How Certis achieved autonomous robot security patrols with AWS

The authors would also like to thank Charlie Chang, Amit Kulkarni, Paul Amadeo, Alla Simoneau, Howie Tan for their contributions in making this initiative possible.

Introduction

Certis is a leading integrated operations service provider, with over 25,000 employees globally and one of the largest Auxiliary Police Forces in Singapore. As part of its broader autonomous security program, Certis is exploring how Physical AI and robotics can augment frontline operations and enhance patrol coverage, consistency, and response in complex security environments.
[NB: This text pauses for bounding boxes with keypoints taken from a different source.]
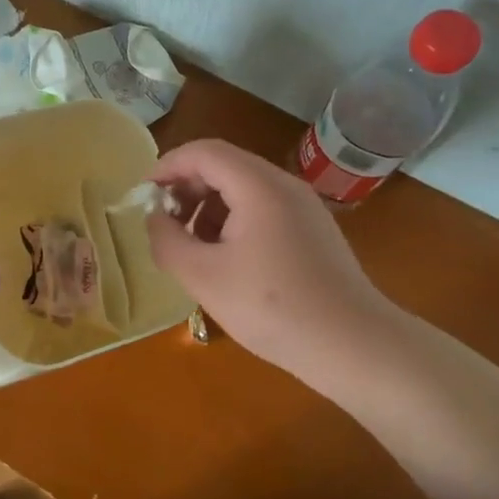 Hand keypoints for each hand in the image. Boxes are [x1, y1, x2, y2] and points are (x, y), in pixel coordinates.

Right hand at [146, 139, 401, 385]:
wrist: (354, 346)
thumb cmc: (272, 308)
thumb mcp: (203, 277)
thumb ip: (167, 240)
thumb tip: (155, 217)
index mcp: (258, 186)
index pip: (203, 152)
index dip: (168, 166)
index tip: (144, 195)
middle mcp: (284, 184)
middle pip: (224, 165)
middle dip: (187, 188)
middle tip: (164, 223)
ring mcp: (304, 206)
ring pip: (244, 188)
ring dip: (209, 206)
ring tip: (192, 246)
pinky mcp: (314, 230)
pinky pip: (264, 208)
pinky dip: (235, 220)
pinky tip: (226, 259)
In this post, we show how Certis partnered with the AWS Generative AI Innovation Center (Innovation Center) to overcome the key technical challenges of vision-based autonomous navigation and build an end-to-end inspection system for quadruped (four-legged) robots. You’ll learn how the team used generative AI and a single monocular RGB camera to autonomously detect, approach, and inspect targets of interest with the system trained on Amazon SageMaker AI and deployed to edge devices on the robot for real-time decision-making.
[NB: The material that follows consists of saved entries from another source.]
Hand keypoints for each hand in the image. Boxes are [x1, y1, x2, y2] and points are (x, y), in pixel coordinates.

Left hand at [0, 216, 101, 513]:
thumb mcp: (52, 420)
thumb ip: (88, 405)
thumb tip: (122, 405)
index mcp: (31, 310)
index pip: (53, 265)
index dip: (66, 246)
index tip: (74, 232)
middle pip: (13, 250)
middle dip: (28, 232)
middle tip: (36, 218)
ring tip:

“For Certis, this is not just a robotics milestone. Physical AI gives us a practical way to scale patrol coverage. We can deliver 30% faster incident response, improve coverage and consistency across security operations. This is an important step in our broader autonomous security program, and strengthens how we serve critical infrastructure customers across the region.”

— Raahul Kumar, Chief Executive, International and Robotics, Certis

Key challenges in vision-based autonomous navigation

Deploying vision-based autonomous navigation for real-world robotic systems presents both fundamental technical limitations and practical operational constraints.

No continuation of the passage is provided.